Pretreatment group differences: none
Interventions ESWT:
  • description of modality used: ESWT

  • method of administration: all participants underwent US examination to evaluate the characteristics of calcium deposits at the affected shoulder in sitting position. All procedures were performed in sitting position by 1 technician. Treatment was aimed at the maximum sore spot according to anatomic targeting

  • dose: 1000 impulses, 0.36 mJ/mm²

  • frequency: 3 sessions, 1 week apart

  • co‐interventions: oral NSAIDs were prescribed at the end of the procedure for 7 days. Participants were permitted to perform daily normal activities to the extent possible, without any immobiliser brace


US‐guided needling:
  • description of modality used: US‐guided needling

  • method of administration: all US‐guided needling procedures were performed by 1 orthopaedic surgeon with a single needle without lavage. The procedure was performed by sterile technique and surgical gloves. A diagnostic US examination was performed to evaluate the characteristics of calcium deposits at the affected shoulder in sitting position. The skin was then cleaned with a 10% iodopovidone solution 3 times and antiseptically draped. After administration of local anaesthesia (2% lidocaine), the participants in this group underwent multiple percutaneous punctures for each deposit with an 18‐gauge needle under real‐time monitoring with US. The final step in procedure was an injection of 1 mL methylprednisolone acetate 40 mg into the subacromial space under US guidance

  • dose: 1 mL methylprednisolone acetate 40 mg (Depo‐Medrol; Pharmacia & Upjohn, Kalamazoo, MI, USA; 40 mg/mL)

  • frequency of administration: once

  • co‐interventions: as above

Outcomes Measured at 6 weeks, 12 weeks, 6 months, 12 months, and last follow‐up visit.
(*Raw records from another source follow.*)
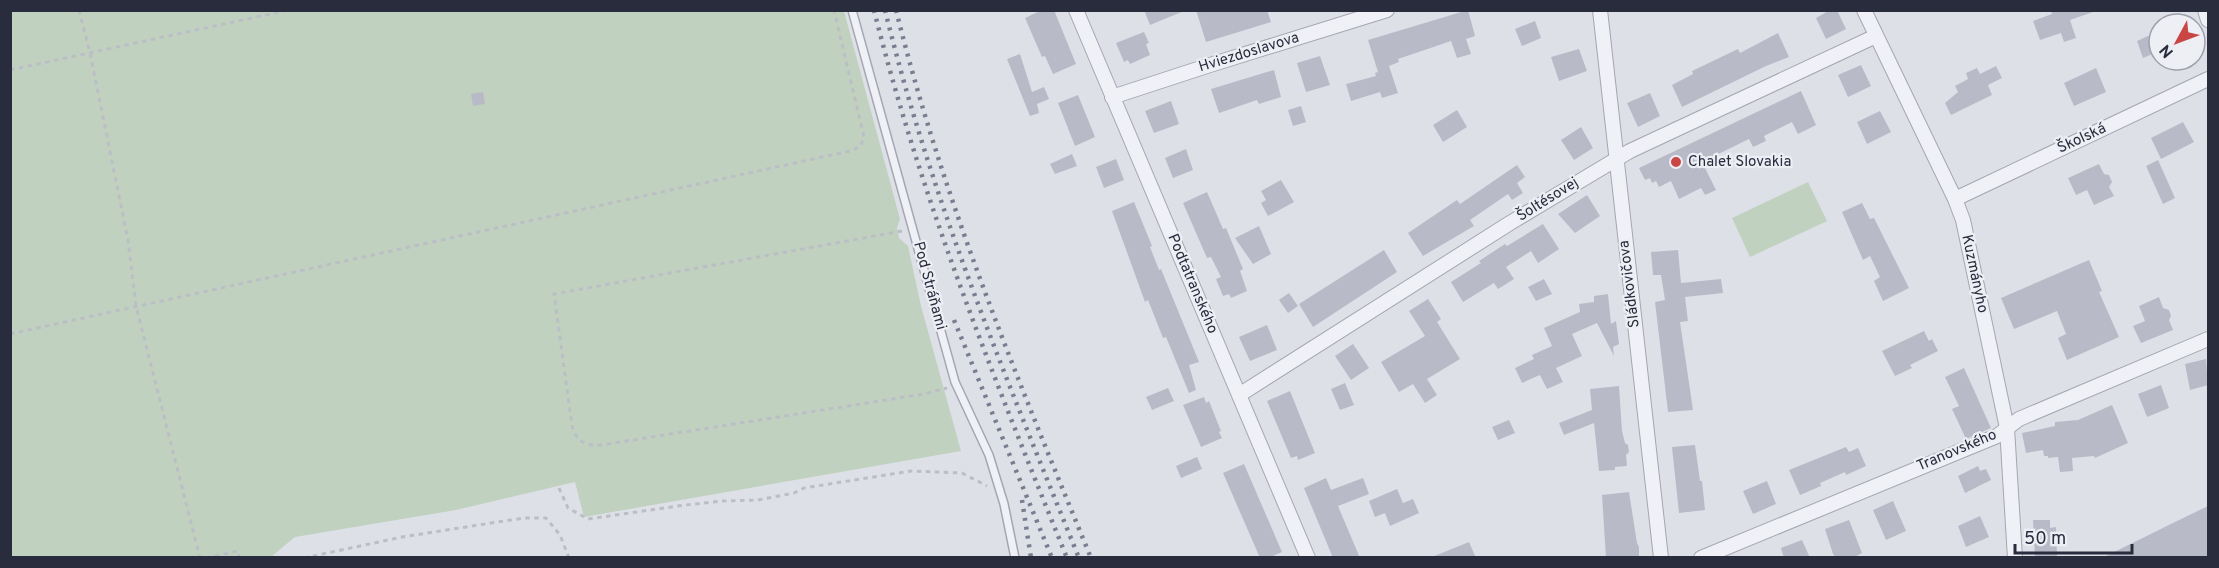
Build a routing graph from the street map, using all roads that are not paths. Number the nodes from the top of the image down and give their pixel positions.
1 (852, 10) edge
2 (1077, 10) edge
3 (1387, 10) edge
4 (1600, 10) edge
5 (1864, 10) edge
6 (2205, 10) edge
7 (2208, 20) edge
8 (1875, 36) junction
9 (2208, 79) edge
10 (1112, 98) junction
11 (1615, 159) junction
12 (1956, 199) junction
13 (2208, 339) edge
14 (1239, 395) junction
15 (2007, 428) junction
16 (1015, 558) edge
17 (1308, 558) edge
18 (1661, 558) edge
19 (1701, 558) edge
20 (2015, 558) edge

1 - 16 lane, Pod Stráňami
2 - 10 street, Podtatranského
3 - 10 street, Hviezdoslavova
4 - 11 street, Sládkovičova
5 - 8 street, Kuzmányho
6 - 7 street
8 - 11 street, Šoltésovej
8 - 12 street, Kuzmányho
9 - 12 street, Školská
10 - 14 street, Podtatranského
11 - 14 street, Šoltésovej
11 - 18 street, Sládkovičova
12 - 15 street, Kuzmányho
13 - 15 street, Tranovského
14 - 17 street, Podtatranského
15 - 19 street, Tranovského
15 - 20 street, Kuzmányho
Mean follow‐up: 23.0 (range 12.1–28.5) months after treatment
Outcomes included in review:
  • calcification size: complete or partial resolution

  • calcification size: size in mm on sonography using the Picture Archiving and Communications System by use of a mouse cursor with automated distance calculation

  • ASES score: 0–100 with a higher score indicating better function

  • pain VAS 0–10, higher score indicating worse pain


Other outcomes in trial, excluded from review
  • function: SST, higher score indicating better function

Source of funding The authors, their immediate families, and any research foundation with which they were affiliated received no financial payments or other benefits from any commercial entity related to the subject of the article
Notes Trial registration: not reported
Time points included in review: 3, 6 and 12 months
Data analysis: no SDs or any other measures of variance were reported or could be calculated for the pain scores or the function scores at follow‐up, thus we could not analyse these outcomes. The size of calcific deposits was extracted at last follow‐up (12 months)
Withdrawals: 3/32 in ESWT group, 5/30 in needling group were lost to follow‐up
Adverse events: not measured
Risk of bias
Bias Authors' judgement Support for judgement
Random sequence generation (selection bias) Low risk Quote: "The randomization was conducted by an independent statistician who provided us with a computer‐generated randomization list."
Comment: adequate.
Allocation concealment (selection bias) Unclear risk Not reported if the randomisation list was concealed.
Blinding of participants and personnel (performance bias) 
 All outcomes High risk Neither participants nor personnel were blinded to treatment allocation.
Blinding of outcome assessment (detection bias) 
 Self‐reported outcomes High risk Participants were not blinded to treatment allocation, thus there was risk of detection bias in reporting of pain and function.
Blinding of outcome assessment (detection bias) 
 Assessor‐reported outcomes Unclear risk It was not reported if the radiographer assessing calcification size was blinded and the effect on measurement of this outcome was unclear.
Incomplete outcome data (attrition bias) 
 All outcomes High risk 3/32 (9%) in ESWT group and 5/30 (16.6%) in needling group were lost to follow‐up.
Selective reporting (reporting bias) High risk There was no published study protocol, and measures of variance were not reported at follow‐up for most data.
Other bias Low risk No other biases apparent.